- Task to complete: The line containing "index pip: (789, 676)" marks the end; return exactly every line from the start of the records up to and including it, but no pictures.

Records provided START

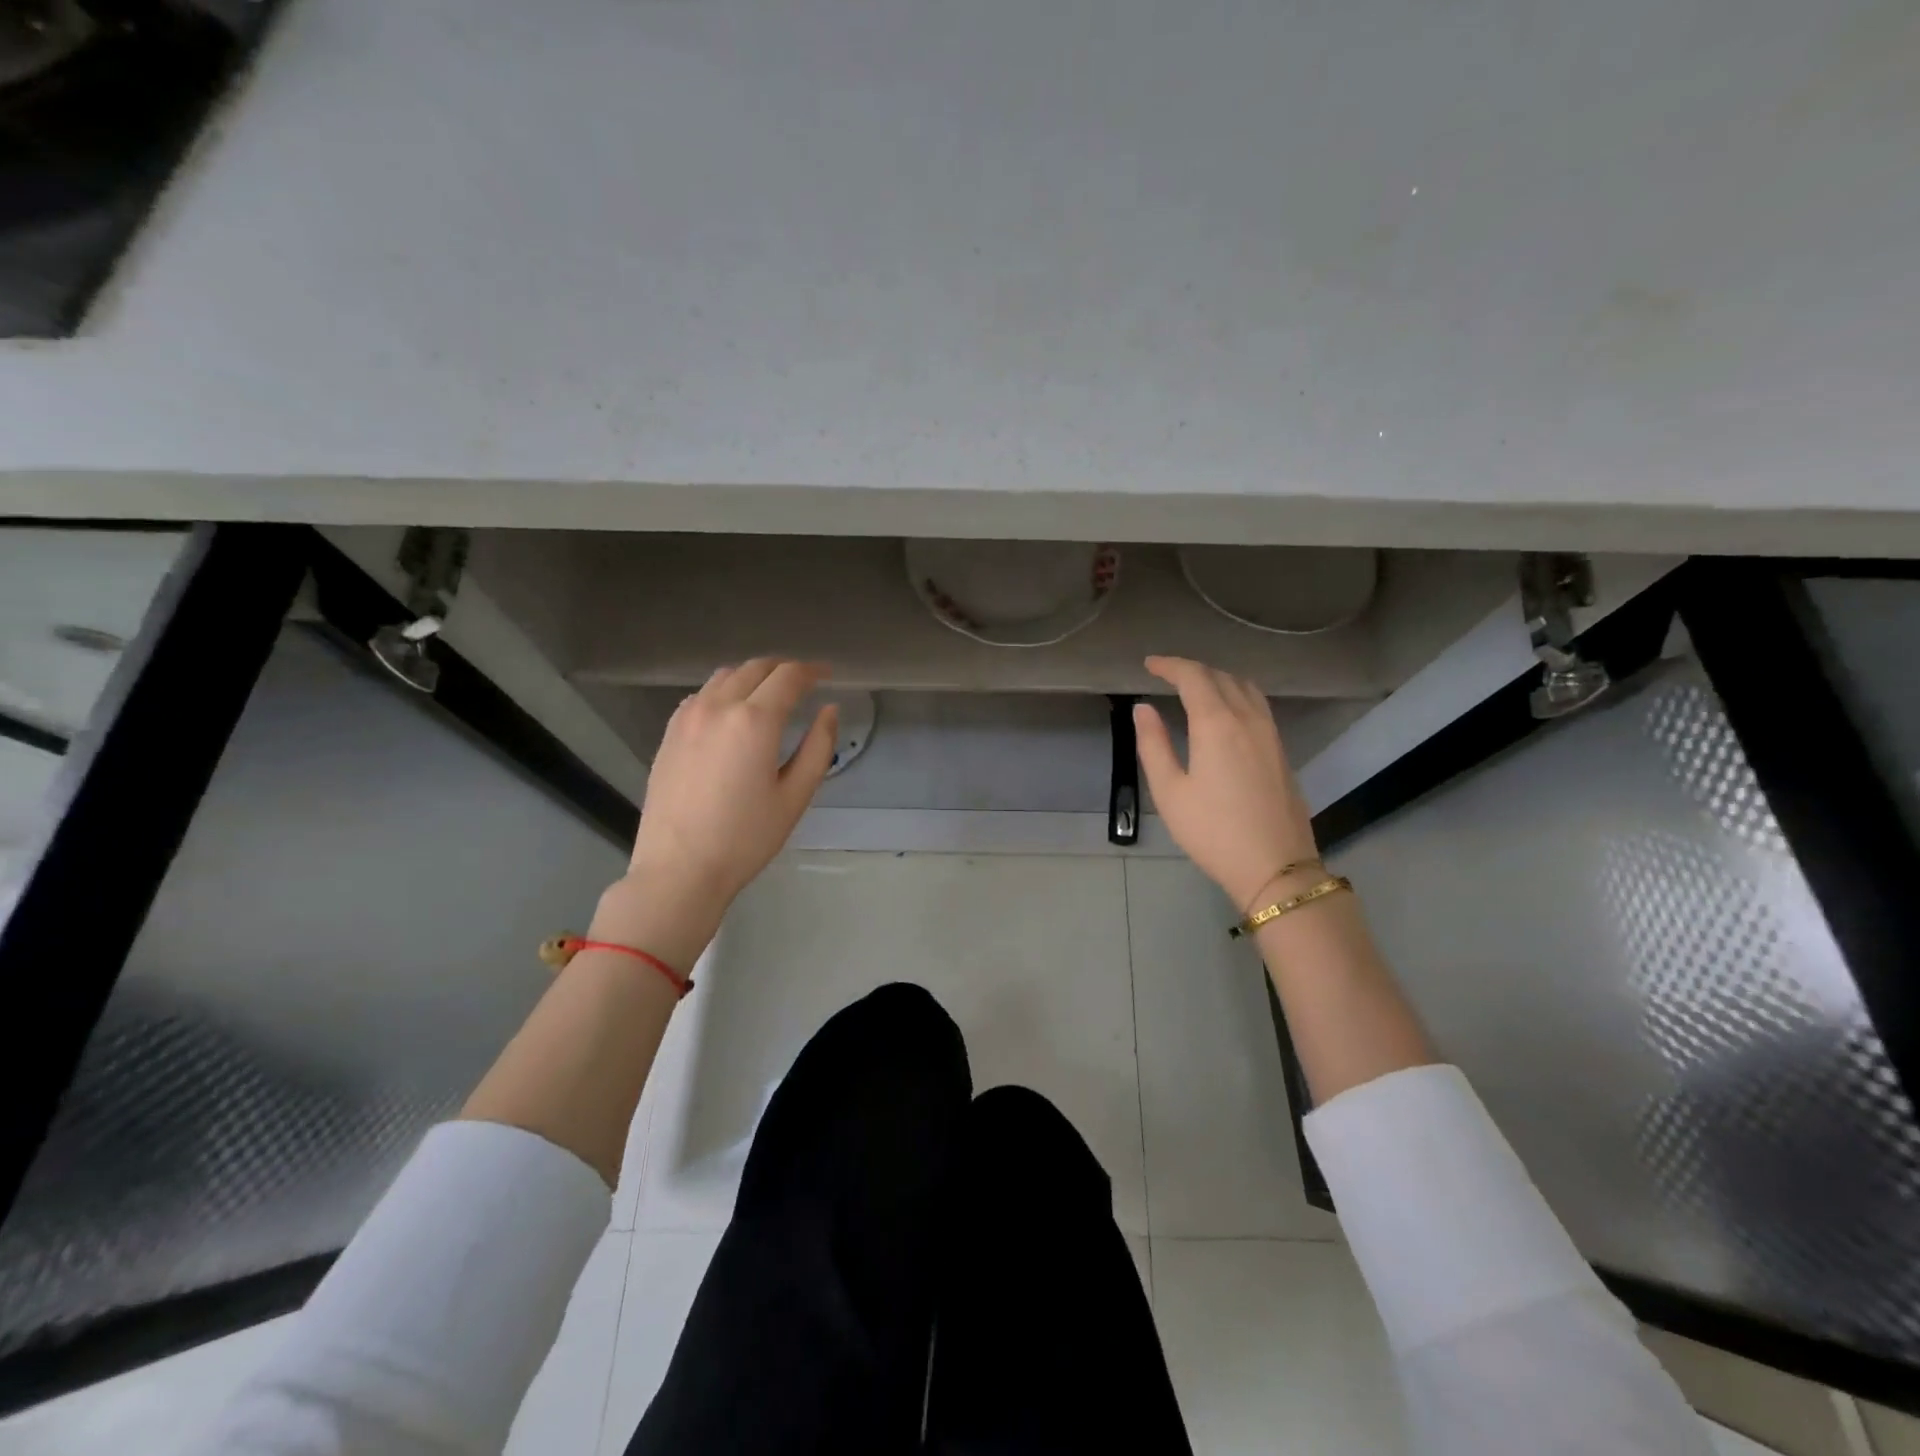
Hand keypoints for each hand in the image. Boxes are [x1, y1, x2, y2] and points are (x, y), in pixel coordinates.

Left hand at [611, 659, 838, 940]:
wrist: (679, 869)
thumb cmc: (745, 838)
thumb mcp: (795, 796)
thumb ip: (818, 747)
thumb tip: (830, 710)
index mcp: (755, 720)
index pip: (789, 676)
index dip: (812, 671)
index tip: (827, 674)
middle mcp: (718, 706)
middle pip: (756, 668)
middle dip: (784, 669)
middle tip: (804, 682)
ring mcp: (687, 717)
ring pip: (725, 676)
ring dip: (753, 676)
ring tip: (770, 693)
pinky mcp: (670, 733)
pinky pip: (701, 695)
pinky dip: (724, 691)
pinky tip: (732, 713)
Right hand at [1133, 656, 1319, 912]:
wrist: (1275, 866)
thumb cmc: (1212, 831)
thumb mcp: (1169, 792)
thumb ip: (1153, 744)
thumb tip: (1143, 708)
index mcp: (1217, 723)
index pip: (1193, 677)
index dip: (1170, 665)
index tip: (1149, 664)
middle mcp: (1248, 718)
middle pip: (1221, 677)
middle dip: (1192, 669)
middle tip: (1167, 674)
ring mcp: (1270, 734)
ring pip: (1246, 688)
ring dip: (1219, 678)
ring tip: (1196, 687)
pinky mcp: (1281, 751)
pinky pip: (1258, 705)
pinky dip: (1237, 694)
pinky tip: (1226, 711)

Records provided END

- Answer space:
Hand keypoints for each hand in the image. Boxes are [x1, y1, x2, y2] and points are (x, y), in pixel coordinates.

Left hand at [611, 659, 838, 940]:
wrist: (679, 869)
thumb cmc: (745, 838)
thumb mcp: (795, 796)
thumb ip: (818, 747)
thumb tip: (830, 710)
index mcp: (755, 720)
index pip: (789, 676)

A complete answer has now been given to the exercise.